Now for some additional ugliness. I have to request the report url with a query string that identifies the correct query. I am guessing I can also set the scheduler up with the correct parameter. But man do I have issues. I could call the url using httpWebRequest for my download, but how exactly does the scheduler work? I would imagine it would create the report in a similar fashion, and I should be able to tell it in what format to render. But for the download I would be streaming html. How would I tell the report server to convert it to a pdf and then stream it as such? Can that be set in the reports definition before deploying it? It has no problem with the conversion when I play around on the report server. But at least I've found a way to secure the report server by accessing it through the Web api.
Then there is the issue of cleaning up the null columns. There are extension points, such as data processing extensions. I think these are almost analogous to a step in the Web page life cycle but not sure exactly or else they would be called events. I would need to find the right one so that I can remove the null data column or labels on a pie chart at null percent, if that doesn't break the report. And I need to do it while it is still rdl. And just maybe if I still haven't found a way, transform the rdl to a pdf and change the content type. It appears I can add .net assemblies at the extension points. But is any of this correct? I am thinking like a developer, not like a seasoned SSRS pro. I'm trying, but any help pushing me in the right direction would be greatly appreciated.
I had tried revising that question a dozen times before asking, and it still seems unintelligible.
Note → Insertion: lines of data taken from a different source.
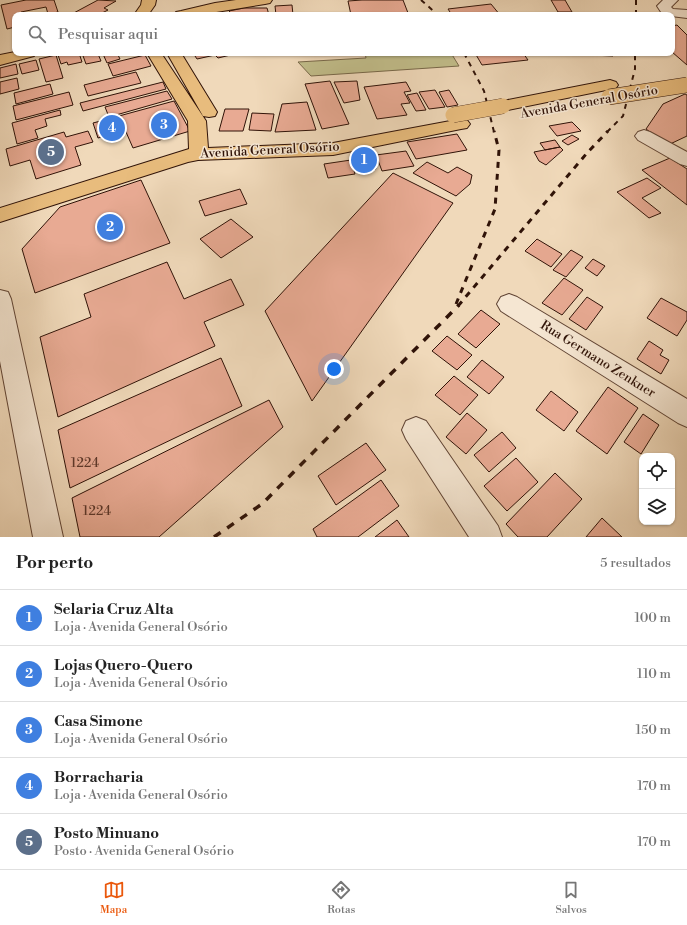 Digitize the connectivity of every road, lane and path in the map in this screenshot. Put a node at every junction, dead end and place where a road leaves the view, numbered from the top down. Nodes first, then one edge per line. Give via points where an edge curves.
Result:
1 (265, 0) edge
2 (671, 0) edge
3 (687, 10) edge
4 (194, 12) edge
5 (667, 12) edge
6 (675, 13) edge
7 (687, 14) edge
8 (12, 51) edge
9 (0, 53) edge
10 (17, 56) edge
11 (156, 56) edge
12 (175, 56) edge
13 (0, 60) edge
14 (687, 75) edge
15 (687, 85) edge
16 (610, 91) junction
17 (204, 119) junction
18 (644, 136) dead end
19 (204, 149) junction
20 (687, 160) edge
21 (0, 202) edge
22 (0, 215) edge
23 (0, 299) edge
24 (509, 304) dead end
25 (684, 405) edge
26 (416, 430) dead end
27 (48, 537) edge
28 (487, 537) edge

1 - 4 main road
2 - 3 street
2 - 5 street via 664,6
6 - 7 street
8 - 9 main road
10 - 13 main road
11 - 17 main road
12 - 17 main road
14 - 16 main road, Avenida General Osório
15 - 16 main road, Avenida General Osório, bridge
16 - 19 main road, Avenida General Osório via 390,132 333,148 303,151
17 - 19 main road
18 - 20 street
19 - 21 main road, Avenida General Osório via 179,147
19 - 22 main road, Avenida General Osório
23 - 27 street
24 - 25 street, Rua Germano Zenkner
26 - 28 street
Maybe my own answer will make my own question clear, and hopefully save someone else having to go through what I did, or at least be a quick dive into SSRS from a developer standpoint.
Creating a typical SSRS report involves (quick 40,000 foot overview)
1. Creating your data connection
2. Creating a SQL query or Queries which can be parameterized.
3. Datasets that the query result will fill
4. Mapping Dataset columns to Report Items; charts, tables, etc.
Then you build the report and deploy it to your report server, where the report can be requested by url with any SQL parameters Values added as a querystring:
http://reportserver/reportfolder/myreport?param1=data
How this works is that an RDL file (Report Definition Language) which is just an XML document with a specific schema is generated. The RDL has two elements that were relevant to me, and . As the names infer, the first contains the queries and the latter contains the graphs, charts, tables, etc. in the report and the mappings to the columns in the dataset.
When the report is requested, it goes through a processing pipeline on the report server. By implementing Interfaces in the reporting services namespace, one could create .NET assemblies that could transform the RDL at various stages in the pipeline.
Reporting Services also has two reporting API's. One for managing reports, and another for rendering. There is also the reportserver control which is a .NET Webforms control which is pretty rich in functionality and could be used to create and render reports without even needing a report server instance. The report files the control could generate were RDLC files, with the C standing for client.
Armed with all of this knowledge, I found several solution paths, but all of them were not optimal for my purposes and I have moved on to a solution that did not involve reporting services or RDL at all. But these may be of use to someone else.
I could transform the RDL file as it went through the pipeline. Not very performant, as this involved writing to the actual physical file, and then removing the modifications after rendering. I was also using SQL Server 2012, which only supported the 2.0/3.5 framework.
Then there were the services. Using either service, I could retrieve an RDL template as a byte array from my application. I wasn't limited by the CLR version here. With the management server, I could modify the RDL and deploy that to the Report Server. I would only need to modify the RDL once, but given the number of files I would need and having to manage them on the remote server, creating file structures by client/user/Dashboard/ReportWidget looked pretty ugly.
Alternatively, I instead of deploying the RDL templates, why not just store them in the database in byte array format. When I needed a specific instance, I could fetch the RDL template, add my queries and mappings to the template and then pass them to the execution service which would then render them. I could then save the resulting RDL in the database. It would be much easier for me to manage there. But now the report server would be useless, I would need my own services for management and to create subscriptions and to mail them I would need a queue service and an SMTP mailer, removing all the extras I would get from the report server, need to write a ton of custom code, and still be bound by RDL. So I would be creating RDLM, RDL mess.
It was the wrong tool for the job, but it was an interesting exercise, I learned more about Reporting Services from every angle, and was paid for most of that time. Maybe a blog post would be a better venue, but then I would need to go into much greater detail.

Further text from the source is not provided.